The find? The world’s newest, heaviest antimatter particle.

And it could provide insight into the earliest days of the universe.

Ten professors at Kent State University were among a team of international scientists who discovered the world’s largest antinucleus.

Their results, which elicited words of praise from Horst Stoecker, the vice president of the Helmholtz Association of German National Laboratories, were published online Thursday by the journal Science and Science Express.

KSU physics professor Declan Keane, one of the contributing researchers, said the discovery of the massive antinucleus will help physicists understand the evolution of the universe from its inception during the Big Bang to its current state.
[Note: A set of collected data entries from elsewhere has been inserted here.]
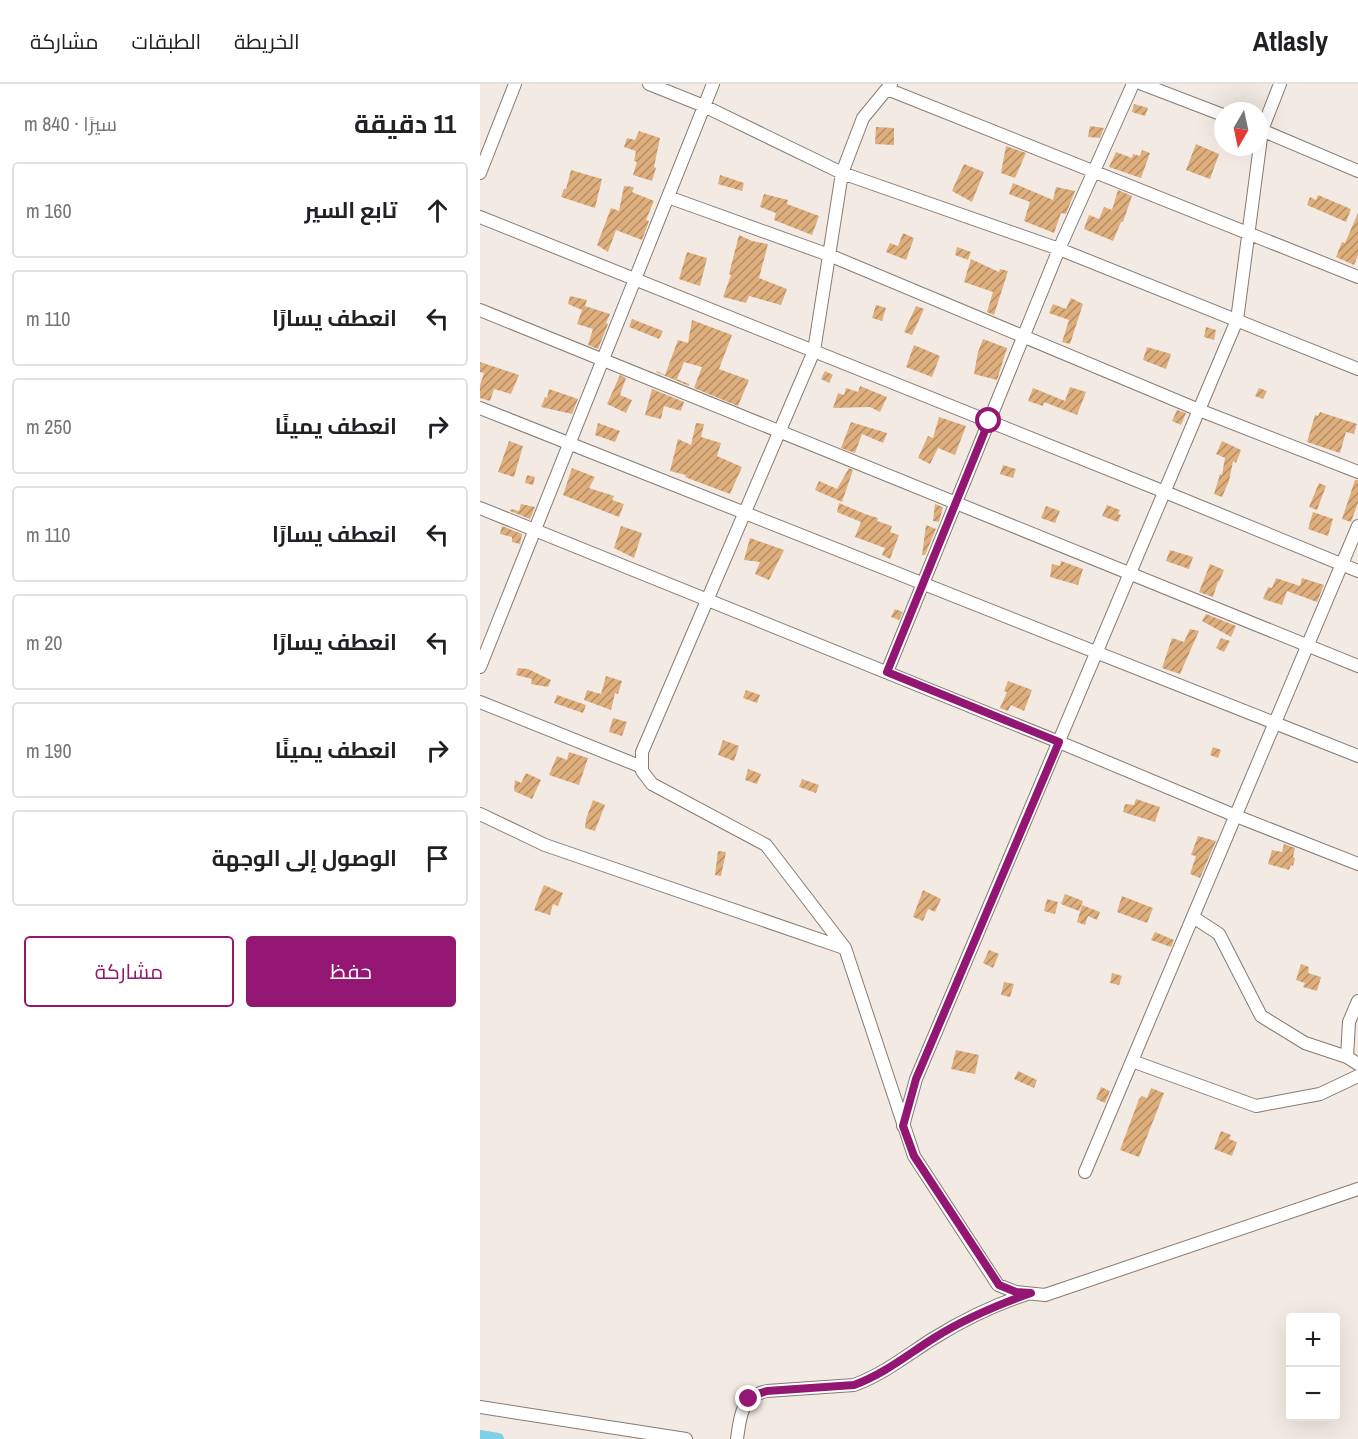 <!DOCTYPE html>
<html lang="ar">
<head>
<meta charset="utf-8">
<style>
  :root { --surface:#fff; --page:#f2f2f2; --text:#202124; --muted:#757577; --line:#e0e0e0; --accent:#931772 }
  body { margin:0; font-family:"Archivo Narrow",Cairo,sans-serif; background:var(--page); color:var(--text); direction:rtl }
  .controls { position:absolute; right:18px; bottom:18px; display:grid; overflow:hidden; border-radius:6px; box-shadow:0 6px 24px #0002 }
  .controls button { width:54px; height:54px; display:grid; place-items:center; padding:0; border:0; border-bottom:2px solid var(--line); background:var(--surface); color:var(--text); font:30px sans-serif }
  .compass { position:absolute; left:734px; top:18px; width:54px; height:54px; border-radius:50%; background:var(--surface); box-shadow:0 6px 24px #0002; rotate:189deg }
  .stop { position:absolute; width:18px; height:18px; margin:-14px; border:4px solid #931772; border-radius:50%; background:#fff }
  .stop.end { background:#931772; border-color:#fff; box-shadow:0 2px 6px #0008 }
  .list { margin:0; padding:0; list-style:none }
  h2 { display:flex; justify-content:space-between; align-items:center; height:78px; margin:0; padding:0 24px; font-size:26px }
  h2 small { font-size:20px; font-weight:400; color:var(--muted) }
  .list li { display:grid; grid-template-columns:39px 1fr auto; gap:18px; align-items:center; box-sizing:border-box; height:96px; margin:0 12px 12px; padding:0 12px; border:2px solid var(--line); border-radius:6px }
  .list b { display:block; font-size:22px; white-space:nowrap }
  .list em { font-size:20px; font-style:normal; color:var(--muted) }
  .actions { display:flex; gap:12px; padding:18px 24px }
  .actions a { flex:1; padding:14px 0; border:2px solid var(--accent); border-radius:6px; text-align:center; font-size:21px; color:var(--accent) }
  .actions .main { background:var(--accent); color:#fff }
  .icon { flex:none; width:33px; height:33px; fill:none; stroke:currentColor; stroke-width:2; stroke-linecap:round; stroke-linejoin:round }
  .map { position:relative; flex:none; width:878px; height:1355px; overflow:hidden; direction:ltr }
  header { display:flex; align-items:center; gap:36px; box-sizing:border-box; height:84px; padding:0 30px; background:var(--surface); border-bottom:2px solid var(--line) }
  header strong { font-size:28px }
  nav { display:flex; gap:33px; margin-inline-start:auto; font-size:21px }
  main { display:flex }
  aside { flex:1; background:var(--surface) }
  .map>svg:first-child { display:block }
</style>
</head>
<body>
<header>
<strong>Atlasly</strong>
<nav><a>الخريطة</a><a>الطبقات</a><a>مشاركة</a></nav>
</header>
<main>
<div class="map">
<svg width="878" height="1355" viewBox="0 0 878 1355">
  <defs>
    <pattern id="building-hatch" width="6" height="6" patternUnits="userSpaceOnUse" patternTransform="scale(1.5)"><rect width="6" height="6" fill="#dfae7d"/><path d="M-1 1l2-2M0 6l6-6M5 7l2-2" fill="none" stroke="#b58d66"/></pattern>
  </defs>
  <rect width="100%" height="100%" fill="#f3ebe3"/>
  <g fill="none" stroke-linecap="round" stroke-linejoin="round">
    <path stroke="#7ed0e7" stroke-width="12" d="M0,1352L18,1355"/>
  </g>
  <path fill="url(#building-hatch)" d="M654,20L668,24L665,32L652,28Z
    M610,42L624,44L620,54L608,53Z
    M396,43L414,44V61L395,60Z
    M159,47L180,54L174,83L176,84L172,97L153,91L157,78L154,77L156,67L144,63L147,54L155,56Z
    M716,60L739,70L730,95L706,86Z
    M526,62L546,69L535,94L521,89Z
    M662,66L670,69L661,94L629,83L636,68L652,74L653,70L660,72Z
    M484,80L504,88L492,118L472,107Z
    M91,86L122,95L115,124L81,113L84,105H86Z
    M240,91L264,99L262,107L238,100Z
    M533,99L573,116L576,103L595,107L586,130L581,129L574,149L544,137L550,118L529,110Z
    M144,102L154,103L152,108L174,117L166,136L169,137L162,156L136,146L128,168L117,161L131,124L139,127Z
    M638,106L652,112L643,138H641L633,157L604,145L609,131L619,135L624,123L632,126Z
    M284,110L308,116L307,120L339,132L332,151L294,136L296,129L280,123Z
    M838,111L871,125L866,138L827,121L830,113L836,116Z
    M878,129V171L874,181L856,173L862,158L865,159Z
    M423,149L434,154L426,176L406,168L410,159L418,162Z
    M259,151L272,157L288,160L279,194L307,205L301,221L269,212L266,219L243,213L251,191L249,190Z
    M477,163L491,168L488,176L475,171Z
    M207,168L227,174L220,202L199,195Z
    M491,175L519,188L520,185L528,187L514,231L507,228L513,208L484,198Z
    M90,212L107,216L105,222L130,230L126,239L128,240L118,265L108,261L113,245L97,240L102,226L88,220Z
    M591,214L603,220L590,260L582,258L589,236L569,229L573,220L586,225Z
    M396,221L406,224L402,237L392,234Z
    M436,222L444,225L432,251L424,248Z
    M152,235L183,247L179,255L149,243Z
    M212,236L252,251L239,285L269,296L258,322L214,304L222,283L204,278L197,295L209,300V302L176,288V287L185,291L198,256L208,259Z
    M726,243L736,246L734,256L724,253Z
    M503,255L527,264L517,296L494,290L498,268Z
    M434,261L460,272L452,293L426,283Z
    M667,263L691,270L686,285L663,276Z
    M0,278L39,291L31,310L14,305L10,317L0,314V301L4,289L0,288Z
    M345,287L353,291L349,299L341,295Z
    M140,291L146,294L140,311L152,316L146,329L127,320Z
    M380,302L407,313L400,328L390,323L353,324L358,309L364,311L366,304L378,308Z
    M590,303L606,308L597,331L564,318L563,322L548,317L553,304L585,317Z
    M779,304L787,307L783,315L775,312Z
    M69,305L98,315L92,330L61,323L65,313L67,314Z
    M172,305L204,318L201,327L184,322L181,335L165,331Z
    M697,326L706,329L701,341L692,337Z
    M840,328L877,340L874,350L866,348L860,369L827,358L835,331L838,332Z
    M459,333L486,342L475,371L458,364L450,380L438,374L448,352L453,354Z
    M371,338L407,349L403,359L382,350L375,369L361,364Z
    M118,339L140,347L135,358L115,351Z
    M216,339L224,340L221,353L241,359L237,372L262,383L250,410L205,393L206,391L190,387L198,355L211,361Z
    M29,357L43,362L34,393L18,388Z
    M742,357L761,366L756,379L753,377L749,397L742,413L734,410L740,390L742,391L745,374L736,370Z
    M523,381L536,385L533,394L520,390Z
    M92,384L115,393L109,404L134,412L132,416L144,420L139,433L83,411Z
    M369,384L373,386L362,418L335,406L339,397L357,405Z
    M47,391L55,393L53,401L45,399Z
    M875,396H878V419L871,438L862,435Z
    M839,399L846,402L837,426L829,423Z
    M359,419L385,430L398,434L397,437L412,442L410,448L419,451L410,475L402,471L405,464L375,453L381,438L357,428Z
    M41,420L55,423L50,435L30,427L31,425L39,427Z
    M455,420L463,423L459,438L453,437Z
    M627,421L640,426L638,430L641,431L638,438L622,432Z
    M566,422L580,427L575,439L561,434Z
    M833,428L853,435L848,452L828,445Z
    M446,441L456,445L445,471H442Z
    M22,442L42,450L40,460L32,458V453L20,450Z
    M141,442L162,449L154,474L134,464Z
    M270,454L304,466L289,496L275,490L280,478L264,476Z
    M690,466L713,473L709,485L686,477Z
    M581,477L603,485L598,501L570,493L572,480L580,482Z
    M730,480L744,486L739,498L738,497L733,513L719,508Z
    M796,494L820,502L822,494L844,501L837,518L807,507L802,521L783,515L788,503L792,504Z
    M415,525L423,528L419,536L411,533Z
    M726,530L756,542L751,553L722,537Z
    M710,545L719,547L700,590L682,584L692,554L704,558Z
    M741,554L750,557L744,568L736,564Z
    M38,584L48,585L71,596L68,603L51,600L52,595L36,591Z
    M126,592L142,597L138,610L135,609L131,626L104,616L107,606L121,610Z
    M528,597L552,606L544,627L531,621L528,627L520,624L527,608L524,607Z
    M266,606L280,611L277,619L263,614Z
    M77,611L106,621L103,629L74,619Z
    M133,634L147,638L142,652L129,648Z
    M243,656L259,662L254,677L238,671Z
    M733,663L741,666L738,674L730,671Z
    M89,668L108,674L99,701L69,691L77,672L87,676Z
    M268,685L281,690L277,700L265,696Z
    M46,689L61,696L52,715L34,707L35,696L41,699Z
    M322,695L339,701L336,709L319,703Z
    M656,715L680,723L675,738L643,728L645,720L654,721Z
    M113,716L125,721L115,747L105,744L106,735Z
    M718,752L736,757L720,794L710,790L716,772L711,771Z
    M804,760L815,764L813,773L815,774L813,782L811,781L809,786L788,780L792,766L802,768Z
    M238,767L246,768L241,792L235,791Z
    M64,801L83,809L78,822L73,820L70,831L54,826Z
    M443,806L461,815L455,828L448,825L443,837L433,833Z
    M585,810L603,817L599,827L581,820Z
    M642,812L673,824L667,839L637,828Z
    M567,815L578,818L575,830L564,827Z
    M602,821L620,828L617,836L608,832L605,841L597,838Z
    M675,848L694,856L691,863L671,856Z
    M509,866L519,870L513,884L503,879Z
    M821,880L829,883L828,889L841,893L837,907L823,903L825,899L816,896Z
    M632,889L642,892L639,901L630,899Z
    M524,898L534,900L530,913L521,911Z
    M476,966L499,971L495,990L471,985Z
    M538,987L557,996L554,1004L534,995Z
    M621,1003L630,1007L625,1019L616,1015Z
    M671,1004L684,1009L659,1073L640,1066L659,1015L662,1012L667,1014Z
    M741,1047L751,1051L749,1055L757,1058L752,1072L734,1065Z"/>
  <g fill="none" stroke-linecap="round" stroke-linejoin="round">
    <g stroke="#837b74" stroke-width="14">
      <path id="street" d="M169,0L224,22L362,89L579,165L878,285
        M411,0L383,34L362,89L334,267L162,668V687L172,700L286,761L365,864L434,1072L518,1201L536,1208L565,1211L878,1105
        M662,0L743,31
        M407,5L878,193
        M779,45L878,87
        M0,89L35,0
        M188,113L349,171L719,326L878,388
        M0,133L685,408L878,487
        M0,226L878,582
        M0,324L878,672
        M0,424L579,658L756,732L878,780
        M0,583L233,0
        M407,588L579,165L653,0
        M0,618L162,683
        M0,730L65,761L364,864
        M713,833L739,850L781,932L825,959L867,973
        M878,917L869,938L867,973L878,980
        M652,977L776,1022L840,1010L878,992
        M423,1042L436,995L757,236L782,46L800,0
        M605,1088L878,442
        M0,1323L206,1355
        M257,1355C260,1333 261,1312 287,1307L374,1301C404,1290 427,1271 454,1254C483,1236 514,1221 547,1210"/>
    </g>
    <use href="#street" stroke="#fff" stroke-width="12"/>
  </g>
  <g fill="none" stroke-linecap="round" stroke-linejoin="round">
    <path stroke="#931772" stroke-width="8" d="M269,1315L274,1311L287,1307L374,1301C404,1290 427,1271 454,1254C484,1235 517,1221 551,1209L536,1208L519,1201L434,1072L423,1042L436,995L579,658L407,588L509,337"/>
  </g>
</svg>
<div class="controls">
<button>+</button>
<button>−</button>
</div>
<svg class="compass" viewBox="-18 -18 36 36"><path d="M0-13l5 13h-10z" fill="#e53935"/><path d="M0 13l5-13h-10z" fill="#757577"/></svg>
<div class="stop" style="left:509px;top:337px"></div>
<div class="stop end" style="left:269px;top:1315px"></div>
</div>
<aside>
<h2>11 دقيقة<small>سيرًا · 840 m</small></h2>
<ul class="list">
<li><svg class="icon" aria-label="ahead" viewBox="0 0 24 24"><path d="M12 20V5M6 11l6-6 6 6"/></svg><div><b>تابع السير</b></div><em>160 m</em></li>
<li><svg class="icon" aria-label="left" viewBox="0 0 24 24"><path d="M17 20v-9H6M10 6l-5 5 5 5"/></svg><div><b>انعطف يسارًا</b></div><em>110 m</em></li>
<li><svg class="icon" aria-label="right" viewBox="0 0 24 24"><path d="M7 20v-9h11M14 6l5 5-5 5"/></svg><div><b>انعطف يمينًا</b></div><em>250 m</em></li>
<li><svg class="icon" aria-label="left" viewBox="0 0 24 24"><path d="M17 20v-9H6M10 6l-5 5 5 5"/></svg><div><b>انعطف يسارًا</b></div><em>110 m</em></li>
<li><svg class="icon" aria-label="left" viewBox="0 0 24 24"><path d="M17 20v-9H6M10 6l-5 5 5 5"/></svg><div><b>انعطف يسارًا</b></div><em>20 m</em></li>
<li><svg class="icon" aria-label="right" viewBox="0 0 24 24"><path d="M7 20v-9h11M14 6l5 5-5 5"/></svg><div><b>انعطف يمينًا</b></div><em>190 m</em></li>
<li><svg class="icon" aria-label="arrive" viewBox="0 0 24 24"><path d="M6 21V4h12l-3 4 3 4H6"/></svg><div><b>الوصول إلى الوجهة</b></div></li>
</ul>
<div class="actions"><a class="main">حفظ</a><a>مشاركة</a></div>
</aside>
</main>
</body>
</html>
“One of the major unsolved problems of physics is why the universe that we see today has almost no antimatter in it and is full of matter,” Keane said. “And yet we know in the Big Bang ... that matter and antimatter are produced in roughly equal proportions. And so something happened between the Big Bang, that was 13.7 billion years ago, and today that made all this antimatter disappear, and we were left with a universe that is primarily all matter.”

Keane said the new antinucleus doesn’t definitively solve that mystery.

“But it adds a piece to the puzzle and paves a way to this major unsolved question,” he said.

The new antinucleus is a negatively charged state of antimatter containing an antiproton, an antineutron and an anti-Lambda particle. It is also the first antinucleus to contain an anti-strange quark, which is an exotic antimatter particle.

The discovery took place at the Relativistic Heavy Ion Collidor, a 2.4-mile circumference particle accelerator at the U.S. Department of Energy’s Brookhaven National Laboratory in New York.

The collidor fleetingly produces conditions that existed a few microseconds after the Big Bang, the theory scientists credit with explaining the birth of the universe in a massive explosion of particles. The conditions are created on a smaller scale by slamming together particles with an extremely high energy.

Scientists are calling the collision that yielded the new antinucleus the “little bang.”

Bryon Anderson, chair of the physics department at KSU, said the research and discovery opens the door to further understanding of the relationship between matter and antimatter.

“This discovery is significant because it plays a role in one of the fundamental puzzles of physics,” Anderson said in a statement released by the university.